I guess Skoda is not exactly promoting the connection at the moment.

The real problem is the regulators don't want to spend EU money financing and  running their own independent test houses and they don't have the same expert knowledge as the manufacturers anyway. They write the rules, specify limits and the test regimes in collaboration with manufacturers who know damn well where the loop holes are. It's called 'soft touch regulation' and its intention is not to stifle competition and economic activity which generates GDP and a wealthier Economic Union.
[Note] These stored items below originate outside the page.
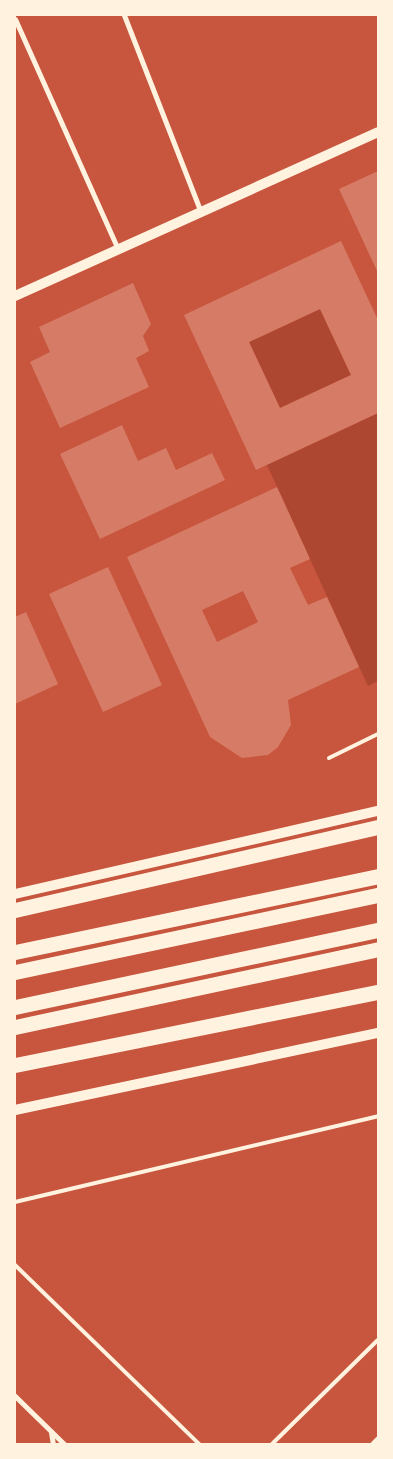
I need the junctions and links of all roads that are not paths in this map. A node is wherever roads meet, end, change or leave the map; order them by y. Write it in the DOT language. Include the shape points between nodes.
graph roads {
  1 [pos="124,15"];
  2 [pos="15,19"];
  3 [pos="378,132"];
  4 [pos="201,212"];
  5 [pos="118,250"];
  6 [pos="15,296"];
  7 [pos="378,734"];
  8 [pos="329,758"];
  9 [pos="378,811"];
  10 [pos="378,827"];
  11 [pos="378,876"];
  12 [pos="15,894"];
  13 [pos="378,895"];
  14 [pos="15,910"];
  15 [pos="378,930"];
  16 [pos="378,949"];
  17 [pos="15,952"];
  18 [pos="15,972"];
  19 [pos="378,992"];
  20 [pos="15,1007"];
  21 [pos="15,1027"];
  22 [pos="378,1033"];
  23 [pos="15,1066"];
  24 [pos="15,1110"];
  25 [pos="378,1116"];
  26 [pos="15,1202"];
  27 [pos="15,1265"];
  28 [pos="378,1340"];
  29 [pos="15,1396"];
  30 [pos="51,1432"];
  31 [pos="378,1438"];
  32 [pos="53,1444"];
  33 [pos="64,1444"];
  34 [pos="199,1444"];
  35 [pos="272,1444"];
  36 [pos="372,1444"];
  1 -- 4 [label="street"];
  2 -- 5 [label="street"];
  3 -- 4 [label="main road"];
  4 -- 5 [label="main road"];
  5 -- 6 [label="main road"];
  7 -- 8 [label="lane"];
  9 -- 12 [label="main road"];
  10 -- 14 [label="highway"];
  11 -- 17 [label="highway"];
  13 -- 18 [label="highway"];
  15 -- 20 [label="highway"];
  16 -- 21 [label="highway"];
  19 -- 23 [label="highway"];
  22 -- 24 [label="main road"];
  25 -- 26 [label="lane"];
  27 -- 34 [label="lane"];
  28 -- 35 [label="lane"];
  29 -- 30 [label="street"];
  30 -- 32 [label="street"];
  30 -- 33 [label="street"];
  31 -- 36 [label="street"];
}
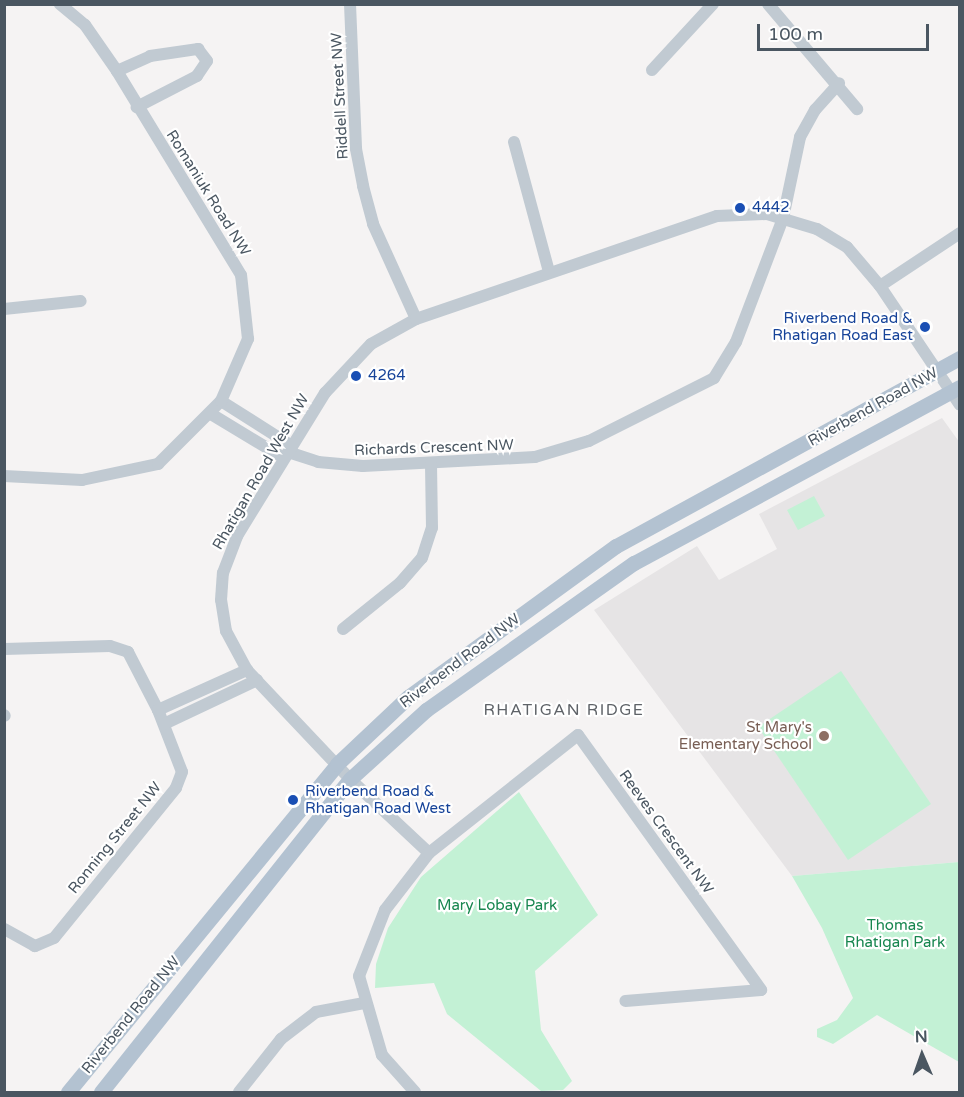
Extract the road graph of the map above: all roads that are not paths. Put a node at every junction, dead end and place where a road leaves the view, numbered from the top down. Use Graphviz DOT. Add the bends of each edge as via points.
graph roads {
  1 [pos="60,4"];
  2 [pos="350,4"];
  3 [pos="713,4"];
  4 [pos="768,4"];
  5 [pos="652,70"];
  6 [pos="117,72"];
  7 [pos="840,83"];
  8 [pos="137,107"];
  9 [pos="857,109"];
  10 [pos="514,142"];
  11 [pos="783,218"];
  12 [pos="960,232"];
  13 [pos="549,272"];
  14 [pos="880,286"];
  15 [pos="81,301"];
  16 [pos="4,309"];
  17 [pos="416,319"];
  18 [pos="960,358"];
  19 [pos="939,373"];
  20 [pos="957,395"];
  21 [pos="221,401"];
  22 [pos="211,414"];
  23 [pos="288,452"];
  24 [pos="432,464"];
  25 [pos="4,476"];
  26 [pos="343,629"];
  27 [pos="4,649"];
  28 [pos="247,670"];
  29 [pos="257,680"];
  30 [pos="158,710"];
  31 [pos="164,724"];
  32 [pos="337,764"];
  33 [pos="350,779"];
  34 [pos="429,853"];
  35 [pos="4,929"];
  36 [pos="625,1001"];
  37 [pos="364,1003"];
  38 [pos="68,1092"];
  39 [pos="101,1092"];
  40 [pos="239,1092"];
  41 [pos="415,1092"];
  1 -- 6 [label="street, Romaniuk Road NW" via="85,25"];
  2 -- 17 [label="street, Riddell Street NW" via="356,149 363,186 373,224"];
  3 -- 5 [label="street"];
  4 -- 7 [label="street"];
  6 -- 8 [label="street, Romaniuk Road NW"];
  6 -- 8 [label="street" via="150,56 198,48 207,61 197,76"];
  7 -- 9 [label="street"];
  7 -- 11 [label="street, Richards Crescent NW" via="815,110 800,137"];
  8 -- 21 [label="street, Romaniuk Road NW" via="241,274 248,339"];
  10 -- 13 [label="street"];
  11 -- 13 [label="street, Rhatigan Road West NW" via="750,213 717,216"];
  11 -- 14 [label="street, Rhatigan Road West NW" via="832,235"];
  11 -- 24 [label="street, Richards Crescent NW" via="734,348 714,378 589,441 554,453 514,461"];
  12 -- 14 [label="street"];
  13 -- 17 [label="street, Rhatigan Road West NW"];
  14 -- 19 [label="street, Rhatigan Road West NW"];
  15 -- 16 [label="street"];
  17 -- 23 [label="street, Rhatigan Road West NW" via="353,361 325,393"];
  18 -- 19 [label="main road, Riverbend Road NW"];
  19 -- 20 [label="street, Rhatigan Road West NW"];
  19 -- 32 [label="main road, Riverbend Road NW" via="616,546 408,697"];
  20 -- 33 [label="main road, Riverbend Road NW" via="634,564 426,710"];
  21 -- 22 [label="street, Romaniuk Road NW"];
  21 -- 23 [label="street"];
  22 -- 23 [label="street"];
  22 -- 25 [label="street, Romaniuk Road NW" via="158,464 82,480"];
  23 -- 24 [label="street, Richards Crescent NW" via="348,466"];
  23 -- 28 [label="street, Rhatigan Road West NW" via="237,536 222,573 226,631"];
  24 -- 26 [label="street" via="432,528 422,558 400,583"];
  27 -- 30 [label="street, Ronning Street NW" via="122,648 132,656"];
  28 -- 29 [label="street, Rhatigan Road West NW"];
  28 -- 30 [label="street"];
  29 -- 31 [label="street"];
  29 -- 32 [label="street, Rhatigan Road West NW"];
  30 -- 31 [label="street, Ronning Street NW"];
  31 -- 35 [label="street, Ronning Street NW" via="181,766 176,788 54,938 35,946"];
  32 -- 33 [label="street, Rhatigan Road West NW"];
  32 -- 38 [label="main road, Riverbend Road NW"];
  33 -- 34 [label="street, Rhatigan Road West NW"];
  33 -- 39 [label="main road, Riverbend Road NW"];
  34 -- 36 [label="street, Reeves Crescent NW" via="578,735 761,990"];
  34 -- 37 [label="street" via="385,910 359,976"];
  37 -- 40 [label="street" via="316,1012 281,1039"];
  37 -- 41 [label="street" via="382,1054"];
}
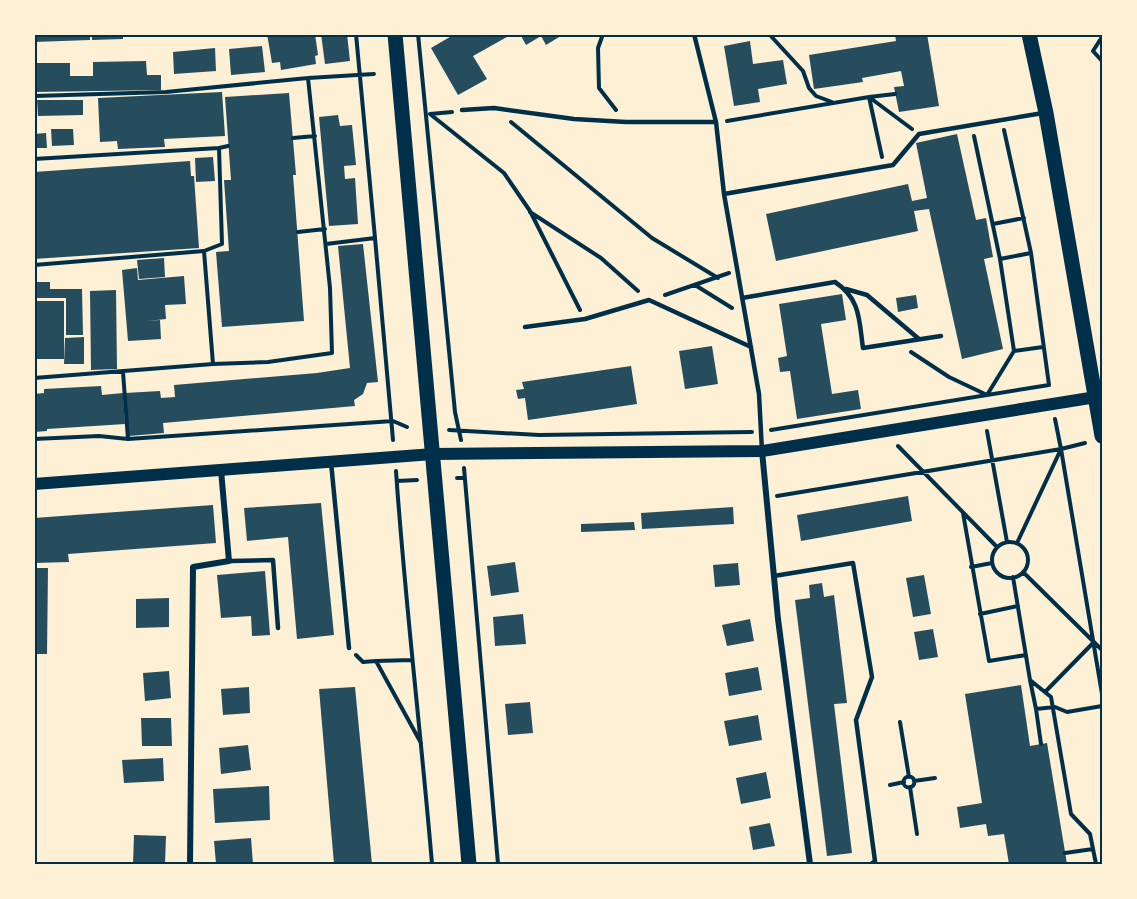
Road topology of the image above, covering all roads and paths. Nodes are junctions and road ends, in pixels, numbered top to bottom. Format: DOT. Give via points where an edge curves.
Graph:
graph roads {
  1 [pos="356,34"];
  2 [pos="395,34"];
  3 [pos="418,34"];
  4 [pos="603,34"];
  5 [pos="694,34"];
  6 [pos="769,34"];
  7 [pos="1029,34"];
  8 [pos="1102,37"];
  9 [pos="1102,61"];
  10 [pos="374,74"];
  11 [pos="360,75"];
  12 [pos="308,78"];
  13 [pos="895,94"];
  14 [pos="34,96"];
  15 [pos="869,97"];
  16 [pos="834,103"];
  17 [pos="494,108"];
  18 [pos="462,110"];
  19 [pos="1047,113"];
  20 [pos="428,115"];
  21 [pos="1003,120"];
  22 [pos="626,122"];
  23 [pos="716,122"];
  24 [pos="971,126"];
  25 [pos="919,134"];
  26 [pos="315,136"];
  27 [pos="293,138"];
  28 [pos="228,146"];
  29 [pos="219,148"];
  30 [pos="34,159"];
  31 [pos="884,167"];
  32 [pos="724,194"];
  33 [pos="530,211"];
  34 [pos="1024,218"];
  35 [pos="993,224"];
  36 [pos="325,229"];
  37 [pos="298,232"];
  38 [pos="222,236"];
  39 [pos="228,236"];
  40 [pos="375,238"];
  41 [pos="326,244"];
  42 [pos="204,251"];
  43 [pos="1031,253"];
  44 [pos="1000,259"];
  45 [pos="34,265"];
  46 [pos="737,270"];
  47 [pos="718,278"];
  48 [pos="694,284"];
  49 [pos="844,288"];
  50 [pos="742,298"];
  51 [pos="649,300"];
  52 [pos="746,318"];
  53 [pos="585,319"];
  54 [pos="525,327"];
  55 [pos="941,336"];
  56 [pos="920,339"];
  57 [pos="898,343"];
  58 [pos="751,347"];
  59 [pos="1043,347"];
  60 [pos="1014,351"];
  61 [pos="213,364"];
  62 [pos="123,372"];
  63 [pos="34,378"];
  64 [pos="1096,397"];
  65 [pos="1053,404"];
  66 [pos="393,421"];
  67 [pos="407,427"];
  68 [pos="987,430"];
  69 [pos="1102,436"];
  70 [pos="34,439"];
  71 [pos="128,439"];
  72 [pos="393,440"];
  73 [pos="461,441"];
  74 [pos="1084,443"];
  75 [pos="898,446"];
  76 [pos="1061,449"];
  77 [pos="762,451"];
  78 [pos="433,454"];
  79 [pos="992,461"];
  80 [pos="331,462"];
  81 [pos="463,464"];
  82 [pos="396,465"];
  83 [pos="221,470"];
  84 [pos="922,472"];
  85 [pos="457,478"];
  86 [pos="464,478"];
  87 [pos="417,480"];
  88 [pos="397,481"];
  89 [pos="34,484"];
  90 [pos="766,498"];
  91 [pos="963,513"];
  92 [pos="1007,542"];
  93 [pos="1017,543"];
  94 [pos="997,547"];
  95 [pos="229,561"];
  96 [pos="992,563"];
  97 [pos="971,567"];
  98 [pos="1023,572"];
  99 [pos="774,576"];
  100 [pos="1013,577"];
  101 [pos="1018,606"];
  102 [pos="980,614"];
  103 [pos="278,628"];
  104 [pos="1094,642"];
  105 [pos="349,648"];
  106 [pos="1102,650"];
  107 [pos="1026,655"];
  108 [pos="412,660"];
  109 [pos="363,662"];
  110 [pos="376,662"];
  111 [pos="1030,680"];
  112 [pos="1045,692"];
  113 [pos="1102,694"];
  114 [pos="1102,706"];
  115 [pos="1054,707"];
  116 [pos="1036,709"];
  117 [pos="900,722"];
  118 [pos="1041,744"];
  119 [pos="422,745"];
  120 [pos="909,777"];
  121 [pos="935,778"];
  122 [pos="914,781"];
  123 [pos="904,782"];
  124 [pos="890,785"];
  125 [pos="910,787"];
  126 [pos="917,834"];
  127 [pos="1093,849"];
  128 [pos="1065,853"];
  129 [pos="190,864"];
  130 [pos="432,864"];
  131 [pos="469,864"];
  132 [pos="498,864"];
  133 [pos="810,864"];
  134 [pos="871,864"];
  135 [pos="1096,864"];
  1 -- 11 [label="path"];
  2 -- 78 [label="main road"];
  3 -- 20 [label="path"];
  4 -- 22 [label="path" via="598,48 599,88"];
  5 -- 23 [label="lane"];
  6 -- 16 [label="path" via="803,71 816,96"];
  7 -- 19 [label="main road"];
  8 -- 9 [label="path" via="1093,51"];
  10 -- 11 [label="path"];
  11 -- 12 [label="path"];
  11 -- 40 [label="path"];
  12 -- 14 [label="path" via="166,92"];
  12 -- 26 [label="path"];
  13 -- 15 [label="path"];
  15 -- 16 [label="path"];
  15 -- 25 [label="path"];
  15 -- 31 [label="path"];
  16 -- 23 [label="path"];
  17 -- 18 [label="lane"];
  17 -- 22 [label="lane"];
  17 -- 47 [label="path" via="652,238"];
  18 -- 20 [label="path"];
  19 -- 21 [label="lane"];
  19 -- 64 [label="main road"];
  20 -- 33 [label="path" via="504,173"];
  20 -- 73 [label="path" via="455,412"];
  21 -- 24 [label="lane"];
  21 -- 34 [label="path"];
  22 -- 23 [label="lane"];
  23 -- 32 [label="lane"];
  24 -- 25 [label="lane"];
  24 -- 35 [label="path"];
  25 -- 31 [label="lane" via="893,165"];
  26 -- 27 [label="path"];
  26 -- 36 [label="path"];
  28 -- 29 [label="path"];
  29 -- 30 [label="path"];
  29 -- 38 [label="path"];
  31 -- 32 [label="lane"];
  32 -- 46 [label="lane"];
  33 -- 51 [label="path" via="601,258"];
  33 -- 53 [label="path"];
  34 -- 35 [label="path"];
  34 -- 43 [label="path"];
  35 -- 44 [label="path"];
  36 -- 37 [label="path"];
  36 -- 41 [label="path"];
  38 -- 39 [label="path"];
  38 -- 42 [label="path" via="222,244"];
  40 -- 41 [label="path"];
  40 -- 66 [label="path"];
  41 -- 61 [label="path" via="332,353 268,362"];
  42 -- 45 [label="path"];
  42 -- 61 [label="path"];
  43 -- 44 [label="path"];
  43 -- 59 [label="path"];
  44 -- 60 [label="path"];
  46 -- 47 [label="path"];
  46 -- 50 [label="lane"];
  47 -- 48 [label="path"];
  48 -- 51 [label="path"];
  48 -- 52 [label="path"];
  49 -- 50 [label="lane" via="835,282"];
  49 -- 56 [label="lane" via="867,295"];
  49 -- 57 [label="lane" via="856,304 863,348"];
  50 -- 52 [label="lane"];
  51 -- 53 [label="lane"];
  51 -- 58 [label="lane"];
  52 -- 58 [label="lane"];
  53 -- 54 [label="lane"];
  55 -- 56 [label="lane"];
  56 -- 57 [label="lane"];
  57 -- 60 [label="path" via="949,377 987,395"];
  58 -- 77 [label="lane" via="759,394"];
  59 -- 60 [label="path"];
  59 -- 65 [label="path"];
  61 -- 62 [label="path"];
  62 -- 63 [label="path"];
  62 -- 71 [label="path"];
  64 -- 65 [label="main road"];
  64 -- 69 [label="main road"];
  65 -- 76 [label="path"];
  65 -- 77 [label="main road"];
  66 -- 67 [label="path"];
  66 -- 71 [label="path"];
  66 -- 72 [label="path"];
  68 -- 79 [label="path"];
  70 -- 71 [label="path"];
  74 -- 76 [label="path"];
  75 -- 84 [label="path"];
  76 -- 79 [label="path"];
  76 -- 93 [label="path"];
  76 -- 104 [label="path"];
  77 -- 78 [label="main road"];
  77 -- 90 [label="street"];
  78 -- 80 [label="main road"];
  78 -- 131 [label="main road"];
  79 -- 84 [label="path"];
  79 -- 92 [label="path"];
  80 -- 83 [label="main road"];
  80 -- 105 [label="lane"];
  81 -- 86 [label="path"];
  82 -- 88 [label="path"];
  83 -- 89 [label="main road"];
  83 -- 95 [label="street"];
  84 -- 90 [label="path"];
  84 -- 91 [label="path"];
  85 -- 86 [label="path"];
  86 -- 132 [label="path"];
  87 -- 88 [label="path"];
  88 -- 108 [label="path"];
  90 -- 99 [label="street"];
  91 -- 94 [label="path"];
  91 -- 97 [label="path"];
  92 -- 93 [label="path"];
  92 -- 94 [label="path"];
  93 -- 98 [label="path" via="1027,554"];
  94 -- 96 [label="path"];
  95 -- 103 [label="lane" via="273,560"];
  95 -- 129 [label="street" via="193,567"];
  96 -- 97 [label="path"];
  96 -- 100 [label="path" via="1001,576"];
  97 -- 102 [label="path"];
  98 -- 100 [label="path"];
  98 -- 104 [label="path"];
  99 -- 133 [label="street"];
  99 -- 134 [label="lane" via="853,563 872,677 856,720 875,861"];
  100 -- 101 [label="path"];
  101 -- 102 [label="path"];
  101 -- 107 [label="path"];
  102 -- 107 [label="path" via="989,661"];
  104 -- 106 [label="path"];
  104 -- 112 [label="path"];
  104 -- 113 [label="path"];
  107 -- 111 [label="path"];
  108 -- 110 [label="path"];
  108 -- 119 [label="path"];
  109 -- 110 [label="path"];
  110 -- 119 [label="path"];
  111 -- 112 [label="path"];
  111 -- 116 [label="path"];
  112 -- 115 [label="path" via="1052,697"];
  114 -- 115 [label="path" via="1067,712"];
  115 -- 116 [label="path"];
  115 -- 127 [label="path" via="1071,814 1090,834"];
  116 -- 118 [label="path"];
  117 -- 120 [label="path"];
  119 -- 130 [label="path"];
  120 -- 122 [label="path"];
  120 -- 123 [label="path"];
  121 -- 122 [label="path"];
  122 -- 125 [label="path"];
  123 -- 124 [label="path"];
  123 -- 125 [label="path"];
  125 -- 126 [label="path"];
  127 -- 128 [label="path"];
  127 -- 135 [label="path"];
}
You get agreement from manufacturers through committees and signed documents, then stand back collecting their performance data so they can turn round and claim they have done a good job by producing the paper trail of 'evidence'.

 

I don't blame the manufacturers entirely for exploiting a weakness in the regulatory regime, I blame the regulators for not being smart enough or wanting to avoid turning over stones to look underneath. Independent test houses have been complaining about unrealistic vehicle fuel consumption figures for years and nothing has been done.

 

Let's face it, if they could have reduced diesel emissions to EU6 they would have done it by now. When dieselgate first started I always felt retrofitted Adblue offered the only clean solution without significant performance loss. They won't do that unless they are forced to take back non-compliant vehicles or compensate customers.

Govt regulators are industry 'facilitators'

The foxes look the same as the hens.